Task to complete
Every line below that contains "Tolis" is to be copied.

Input material
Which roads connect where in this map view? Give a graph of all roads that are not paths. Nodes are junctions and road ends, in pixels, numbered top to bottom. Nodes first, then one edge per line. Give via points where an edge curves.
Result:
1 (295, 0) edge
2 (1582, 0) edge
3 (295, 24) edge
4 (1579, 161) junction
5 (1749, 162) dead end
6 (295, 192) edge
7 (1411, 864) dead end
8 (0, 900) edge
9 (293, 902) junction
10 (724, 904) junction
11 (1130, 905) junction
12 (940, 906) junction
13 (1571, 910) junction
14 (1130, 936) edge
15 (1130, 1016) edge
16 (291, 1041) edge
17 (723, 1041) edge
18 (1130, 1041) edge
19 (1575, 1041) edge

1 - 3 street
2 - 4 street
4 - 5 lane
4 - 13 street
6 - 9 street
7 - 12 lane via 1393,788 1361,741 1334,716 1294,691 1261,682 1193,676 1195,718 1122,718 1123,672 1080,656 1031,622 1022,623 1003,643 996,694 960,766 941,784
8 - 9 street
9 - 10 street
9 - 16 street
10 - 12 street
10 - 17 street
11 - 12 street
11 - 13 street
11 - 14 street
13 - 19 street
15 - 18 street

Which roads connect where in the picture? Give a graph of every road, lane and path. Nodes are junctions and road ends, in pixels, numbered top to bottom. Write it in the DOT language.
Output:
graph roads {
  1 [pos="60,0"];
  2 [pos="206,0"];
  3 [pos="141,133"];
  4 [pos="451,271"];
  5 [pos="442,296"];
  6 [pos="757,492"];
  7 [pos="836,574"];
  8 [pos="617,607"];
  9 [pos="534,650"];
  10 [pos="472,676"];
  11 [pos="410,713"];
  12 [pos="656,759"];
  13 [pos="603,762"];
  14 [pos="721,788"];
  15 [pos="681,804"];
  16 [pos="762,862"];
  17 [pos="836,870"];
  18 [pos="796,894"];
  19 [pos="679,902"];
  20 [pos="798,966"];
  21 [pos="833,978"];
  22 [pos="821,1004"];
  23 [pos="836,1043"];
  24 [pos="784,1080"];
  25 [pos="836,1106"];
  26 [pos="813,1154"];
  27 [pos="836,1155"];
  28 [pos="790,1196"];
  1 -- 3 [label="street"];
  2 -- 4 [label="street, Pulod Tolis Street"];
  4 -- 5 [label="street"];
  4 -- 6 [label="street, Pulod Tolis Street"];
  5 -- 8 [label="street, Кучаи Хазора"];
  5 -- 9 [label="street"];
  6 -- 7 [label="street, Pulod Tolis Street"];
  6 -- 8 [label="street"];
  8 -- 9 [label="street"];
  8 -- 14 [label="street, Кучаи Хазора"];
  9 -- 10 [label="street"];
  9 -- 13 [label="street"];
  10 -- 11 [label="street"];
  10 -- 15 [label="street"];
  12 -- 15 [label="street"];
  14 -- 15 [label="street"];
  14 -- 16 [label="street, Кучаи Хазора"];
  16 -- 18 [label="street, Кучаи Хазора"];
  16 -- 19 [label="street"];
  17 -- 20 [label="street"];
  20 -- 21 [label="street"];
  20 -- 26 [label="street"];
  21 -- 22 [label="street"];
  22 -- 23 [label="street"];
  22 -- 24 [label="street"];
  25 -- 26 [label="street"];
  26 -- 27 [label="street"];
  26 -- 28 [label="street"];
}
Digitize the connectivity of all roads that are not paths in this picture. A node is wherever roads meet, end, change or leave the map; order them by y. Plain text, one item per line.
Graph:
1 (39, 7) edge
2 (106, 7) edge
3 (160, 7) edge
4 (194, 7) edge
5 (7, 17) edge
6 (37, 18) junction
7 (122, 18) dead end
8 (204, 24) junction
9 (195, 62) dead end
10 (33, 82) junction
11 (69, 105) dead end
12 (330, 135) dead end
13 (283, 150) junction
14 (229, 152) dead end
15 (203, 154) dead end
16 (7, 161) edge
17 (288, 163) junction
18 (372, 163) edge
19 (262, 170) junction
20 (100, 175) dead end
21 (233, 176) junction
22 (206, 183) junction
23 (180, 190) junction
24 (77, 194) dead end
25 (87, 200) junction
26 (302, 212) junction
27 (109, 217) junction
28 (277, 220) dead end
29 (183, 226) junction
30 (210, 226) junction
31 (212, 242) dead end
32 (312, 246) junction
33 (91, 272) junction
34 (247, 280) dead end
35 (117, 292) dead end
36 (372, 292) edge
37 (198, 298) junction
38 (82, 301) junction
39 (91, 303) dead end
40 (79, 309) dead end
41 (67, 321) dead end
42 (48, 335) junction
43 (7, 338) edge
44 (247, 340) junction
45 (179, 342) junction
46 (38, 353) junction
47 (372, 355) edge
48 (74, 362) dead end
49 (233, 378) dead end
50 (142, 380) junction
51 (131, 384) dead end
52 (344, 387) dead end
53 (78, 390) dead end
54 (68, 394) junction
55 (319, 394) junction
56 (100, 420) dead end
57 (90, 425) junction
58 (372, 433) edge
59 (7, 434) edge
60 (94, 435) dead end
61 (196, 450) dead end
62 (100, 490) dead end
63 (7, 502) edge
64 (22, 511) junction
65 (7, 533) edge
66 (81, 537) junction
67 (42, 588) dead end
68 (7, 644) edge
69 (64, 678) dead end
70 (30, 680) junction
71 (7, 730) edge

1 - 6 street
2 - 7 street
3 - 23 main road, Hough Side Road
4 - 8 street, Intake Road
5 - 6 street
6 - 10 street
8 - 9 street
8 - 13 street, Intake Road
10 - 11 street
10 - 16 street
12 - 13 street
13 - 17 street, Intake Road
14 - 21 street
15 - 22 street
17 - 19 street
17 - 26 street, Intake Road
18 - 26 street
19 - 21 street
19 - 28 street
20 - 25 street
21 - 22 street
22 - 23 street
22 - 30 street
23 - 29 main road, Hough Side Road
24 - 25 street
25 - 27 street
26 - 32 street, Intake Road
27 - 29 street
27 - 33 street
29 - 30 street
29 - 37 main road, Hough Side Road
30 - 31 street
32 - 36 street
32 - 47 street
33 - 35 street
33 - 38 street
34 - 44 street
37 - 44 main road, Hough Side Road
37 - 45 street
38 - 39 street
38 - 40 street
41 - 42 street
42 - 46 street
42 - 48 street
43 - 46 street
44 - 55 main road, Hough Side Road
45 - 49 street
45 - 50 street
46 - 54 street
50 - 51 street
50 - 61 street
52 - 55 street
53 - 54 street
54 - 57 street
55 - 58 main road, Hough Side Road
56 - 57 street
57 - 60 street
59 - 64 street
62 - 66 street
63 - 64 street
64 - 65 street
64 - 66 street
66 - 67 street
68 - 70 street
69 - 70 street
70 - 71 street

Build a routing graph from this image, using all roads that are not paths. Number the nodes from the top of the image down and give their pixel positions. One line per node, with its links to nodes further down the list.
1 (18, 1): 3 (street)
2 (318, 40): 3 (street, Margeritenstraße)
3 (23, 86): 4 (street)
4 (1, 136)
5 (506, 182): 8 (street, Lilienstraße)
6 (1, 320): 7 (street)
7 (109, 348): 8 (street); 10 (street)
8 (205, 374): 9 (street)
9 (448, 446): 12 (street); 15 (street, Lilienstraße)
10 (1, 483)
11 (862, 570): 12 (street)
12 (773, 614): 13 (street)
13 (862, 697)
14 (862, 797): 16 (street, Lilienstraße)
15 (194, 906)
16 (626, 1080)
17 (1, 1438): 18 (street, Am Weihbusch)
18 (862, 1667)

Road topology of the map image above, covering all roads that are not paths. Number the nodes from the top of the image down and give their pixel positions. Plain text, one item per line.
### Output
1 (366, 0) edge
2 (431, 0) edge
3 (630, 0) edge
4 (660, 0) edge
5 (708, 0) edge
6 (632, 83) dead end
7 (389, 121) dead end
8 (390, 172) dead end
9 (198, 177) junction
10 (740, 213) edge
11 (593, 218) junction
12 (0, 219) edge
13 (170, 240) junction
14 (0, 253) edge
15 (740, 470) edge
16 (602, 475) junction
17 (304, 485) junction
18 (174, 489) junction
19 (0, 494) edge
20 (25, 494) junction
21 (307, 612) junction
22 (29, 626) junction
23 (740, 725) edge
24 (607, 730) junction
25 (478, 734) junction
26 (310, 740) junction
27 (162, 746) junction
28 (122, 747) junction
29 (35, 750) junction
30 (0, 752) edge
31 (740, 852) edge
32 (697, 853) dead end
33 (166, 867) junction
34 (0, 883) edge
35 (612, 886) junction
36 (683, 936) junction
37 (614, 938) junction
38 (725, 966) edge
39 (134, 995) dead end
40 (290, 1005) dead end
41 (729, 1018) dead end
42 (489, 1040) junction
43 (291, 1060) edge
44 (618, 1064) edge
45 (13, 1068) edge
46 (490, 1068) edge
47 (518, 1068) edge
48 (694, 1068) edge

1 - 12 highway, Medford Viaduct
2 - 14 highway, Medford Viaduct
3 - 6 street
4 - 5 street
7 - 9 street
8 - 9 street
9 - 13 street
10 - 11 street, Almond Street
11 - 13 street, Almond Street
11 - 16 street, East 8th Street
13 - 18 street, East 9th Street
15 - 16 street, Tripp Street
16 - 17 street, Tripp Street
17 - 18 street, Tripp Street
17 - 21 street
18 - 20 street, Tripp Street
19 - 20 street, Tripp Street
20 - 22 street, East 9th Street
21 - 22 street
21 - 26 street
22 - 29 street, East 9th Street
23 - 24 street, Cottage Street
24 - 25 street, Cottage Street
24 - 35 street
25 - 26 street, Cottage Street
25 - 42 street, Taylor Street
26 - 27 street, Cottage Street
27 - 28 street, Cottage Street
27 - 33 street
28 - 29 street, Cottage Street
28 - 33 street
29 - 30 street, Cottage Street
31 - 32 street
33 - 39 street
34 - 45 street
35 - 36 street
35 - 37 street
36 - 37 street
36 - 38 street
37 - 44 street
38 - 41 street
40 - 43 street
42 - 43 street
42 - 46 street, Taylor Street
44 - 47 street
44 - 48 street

Response to the task
  2 -- 4 [label="street, Pulod Tolis Street"];
  4 -- 6 [label="street, Pulod Tolis Street"];
  6 -- 7 [label="street, Pulod Tolis Street"];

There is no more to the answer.